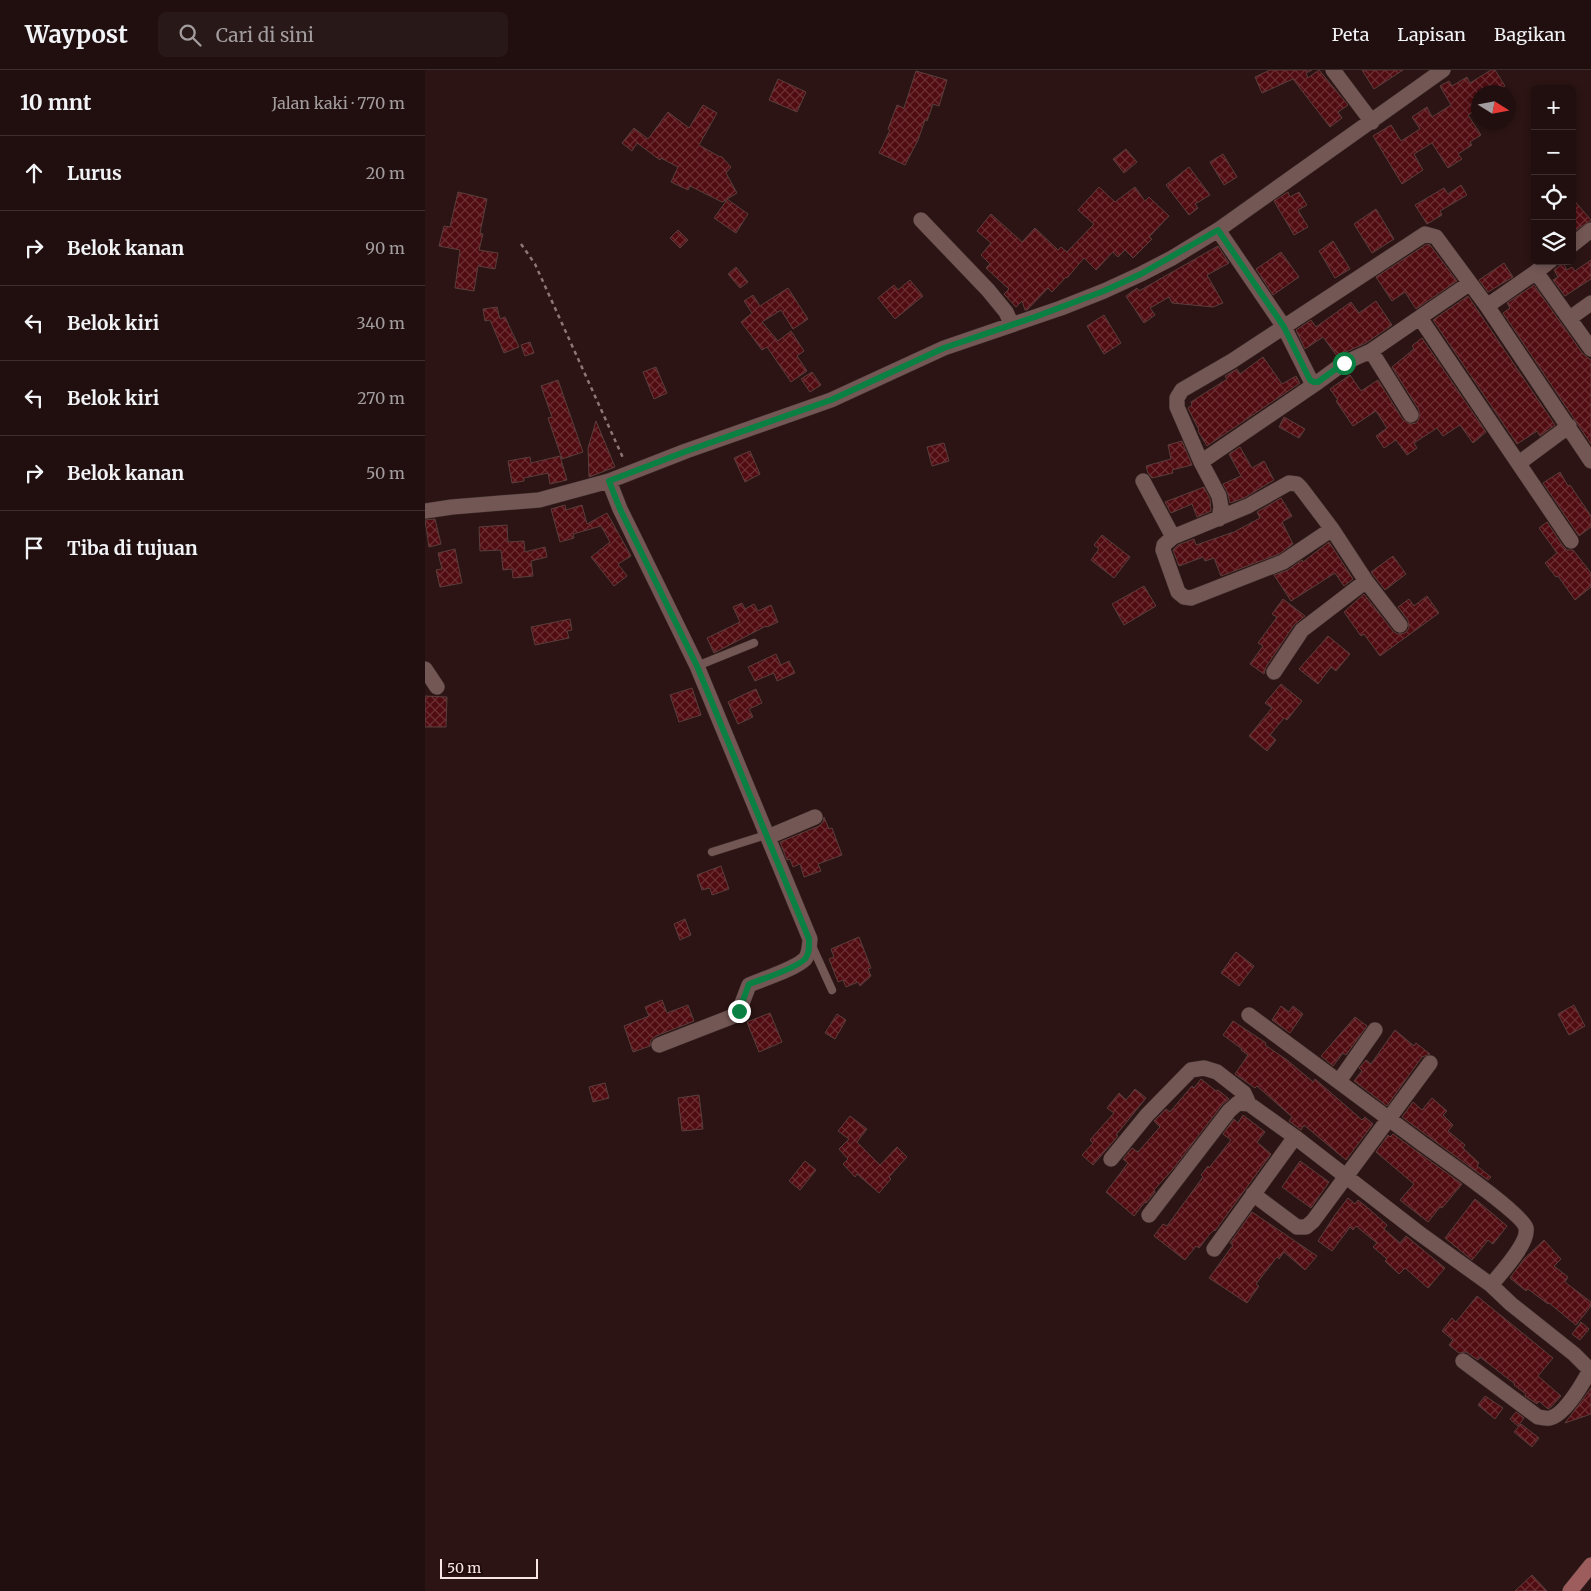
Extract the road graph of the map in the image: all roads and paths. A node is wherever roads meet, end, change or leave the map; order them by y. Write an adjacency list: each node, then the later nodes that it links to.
1 (1333, 70): 3 (street)
2 (1443, 70): 3 (street)
3 (1372, 122): 5 (street)
4 (921, 220): 16 (street)
5 (1218, 230): 16 (street); 17 (street)
6 (1591, 230): 7 (street)
7 (1576, 242)
8 (521, 244): 26 (path)
9 (1545, 265): 10 (street)
10 (1536, 272): 13 (street); 15 (street)
11 (1470, 283): 13 (street); 14 (street); 17 (street)
12 (1591, 303): 15 (street)
13 (1487, 306): 22 (street)
14 (1420, 318): 19 (street); 25 (street)
15 (1570, 318): 18 (street)
16 (1012, 325): 26 (street)
17 (1284, 327): 20 (street); 24 (street)
18 (1591, 349)
19 (1371, 351): 20 (street); 21 (street)
20 (1318, 382): 24 (street)
21 (1411, 415)
22 (1569, 426): 23 (street); 25 (street)
23 (1590, 458)
24 (1201, 462): 30 (street)
25 (1519, 463): 33 (street)
26 (630, 473): 27 (street)
27 (609, 481): 29 (street); 37 (street)
28 (1143, 481): 32 (street)
29 (425, 511)
30 (1219, 519): 31 (street); 32 (street)
31 (1332, 529): 32 (street); 34 (street)
32 (1173, 537)
33 (1571, 541)
34 (1366, 581): 35 (street); 39 (street)
35 (1400, 625)
36 (754, 643): 37 (lane)
37 (697, 666): 42 (street)
38 (425, 669): 40 (street)
39 (1274, 672)
40 (437, 687)
41 (815, 817): 42 (street)
42 (767, 836): 43 (lane); 44 (street)
43 (712, 852)
44 (809, 939): 45 (lane); 48 (street)
45 (832, 990)
46 (1249, 1016): 50 (street)
47 (1375, 1030): 50 (street)
48 (659, 1045)
49 (1430, 1063): 52 (street)
50 (1339, 1081): 52 (street)
51 (1249, 1104): 53 (street); 54 (street); 57 (street)
52 (1388, 1118): 55 (street); 59 (street)
53 (1295, 1137): 55 (street); 56 (street)
54 (1111, 1159)
55 (1345, 1176): 56 (street); 59 (street)
56 (1253, 1194): 58 (street)
57 (1149, 1215)
58 (1213, 1249)
59 (1491, 1285): 61 (street)
60 (1463, 1361): 61 (street)
61 (1591, 1370)
62 (1591, 1565): 63 (street)
63 (1570, 1591)

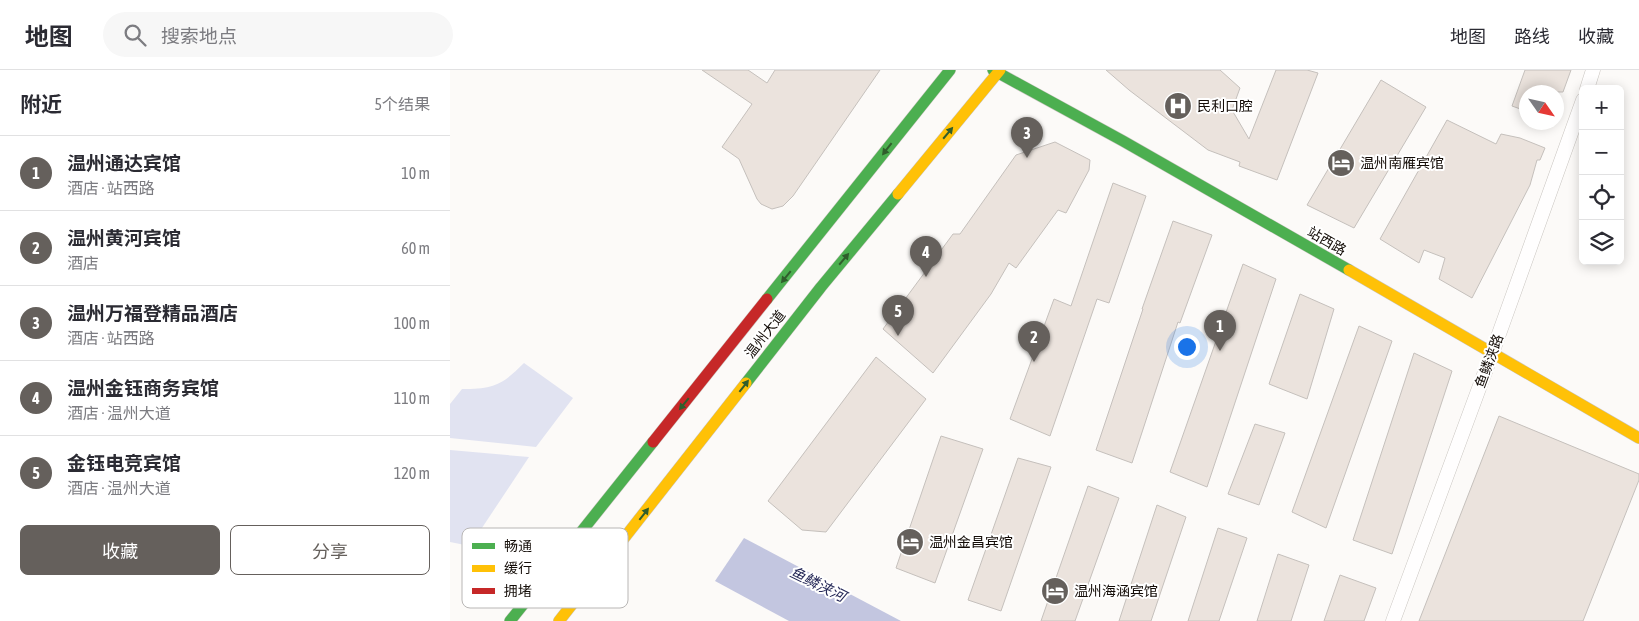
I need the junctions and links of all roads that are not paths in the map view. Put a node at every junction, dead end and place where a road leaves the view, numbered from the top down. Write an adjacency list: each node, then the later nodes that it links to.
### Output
1 (950, 70): 8 (main road, 温州大道, one-way to 8)
2 (1593, 70): 4 (street)
3 (997, 71): 6 (main road, 站西路); 9 (main road, 温州大道, one-way to 3)
4 (1588, 85)
5 (1579, 111): 6 (street, 鱼鳞浃路)
6 (1492, 352): 7 (main road, 站西路); 14 (street, 鱼鳞浃路)
7 (1639, 438)
8 (584, 528)
9 (628, 533)
10 (520, 608): 12 (main road, 温州大道, one-way to 12)
11 (569, 608): 13 (main road, 温州大道, one-way to 11)
12 (510, 621)
13 (559, 621)
14 (1393, 621)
○ ○ ○ ○ ○ ○ ○
TASK GOAL
All entries are to be duplicated exactly, with the pictures left out.

REPLY
Extract the road graph of the map in the image: all roads and paths. A node is wherever roads meet, end, change or leave the map; order them by y. Write an adjacency list: each node, then the later nodes that it links to.
1 (1333, 70): 3 (street)
2 (1443, 70): 3 (street)
3 (1372, 122): 5 (street)
4 (921, 220): 16 (street)
5 (1218, 230): 16 (street); 17 (street)
6 (1591, 230): 7 (street)
7 (1576, 242)
8 (521, 244): 26 (path)
9 (1545, 265): 10 (street)
10 (1536, 272): 13 (street); 15 (street)
11 (1470, 283): 13 (street); 14 (street); 17 (street)
12 (1591, 303): 15 (street)
13 (1487, 306): 22 (street)
14 (1420, 318): 19 (street); 25 (street)
15 (1570, 318): 18 (street)
16 (1012, 325): 26 (street)
17 (1284, 327): 20 (street); 24 (street)
18 (1591, 349)
19 (1371, 351): 20 (street); 21 (street)
20 (1318, 382): 24 (street)
21 (1411, 415)
22 (1569, 426): 23 (street); 25 (street)
23 (1590, 458)
24 (1201, 462): 30 (street)
25 (1519, 463): 33 (street)
26 (630, 473): 27 (street)
27 (609, 481): 29 (street); 37 (street)
28 (1143, 481): 32 (street)
29 (425, 511)
30 (1219, 519): 31 (street); 32 (street)
31 (1332, 529): 32 (street); 34 (street)
32 (1173, 537)
33 (1571, 541)
34 (1366, 581): 35 (street); 39 (street)
35 (1400, 625)
36 (754, 643): 37 (lane)
37 (697, 666): 42 (street)
38 (425, 669): 40 (street)
39 (1274, 672)
40 (437, 687)
41 (815, 817): 42 (street)
42 (767, 836): 43 (lane); 44 (street)
43 (712, 852)
44 (809, 939): 45 (lane); 48 (street)
45 (832, 990)
46 (1249, 1016): 50 (street)
47 (1375, 1030): 50 (street)
48 (659, 1045)
49 (1430, 1063): 52 (street)
50 (1339, 1081): 52 (street)
51 (1249, 1104): 53 (street); 54 (street); 57 (street)
52 (1388, 1118): 55 (street); 59 (street)
53 (1295, 1137): 55 (street); 56 (street)
54 (1111, 1159)
55 (1345, 1176): 56 (street); 59 (street)
56 (1253, 1194): 58 (street)
57 (1149, 1215)
58 (1213, 1249)
59 (1491, 1285): 61 (street)
60 (1463, 1361): 61 (street)
61 (1591, 1370)
62 (1591, 1565): 63 (street)
63 (1570, 1591)

I need the junctions and links of all roads that are not paths in the map view. Put a node at every junction, dead end and place where a road leaves the view, numbered from the top down. Write an adjacency list: each node, then the later nodes that it links to.
### Output
1 (950, 70): 8 (main road, 温州大道, one-way to 8)
2 (1593, 70): 4 (street)
3 (997, 71): 6 (main road, 站西路); 9 (main road, 温州大道, one-way to 3)
4 (1588, 85)
5 (1579, 111): 6 (street, 鱼鳞浃路)
6 (1492, 352): 7 (main road, 站西路); 14 (street, 鱼鳞浃路)
7 (1639, 438)
8 (584, 528)
9 (628, 533)
10 (520, 608): 12 (main road, 温州大道, one-way to 12)
11 (569, 608): 13 (main road, 温州大道, one-way to 11)
12 (510, 621)
13 (559, 621)
14 (1393, 621)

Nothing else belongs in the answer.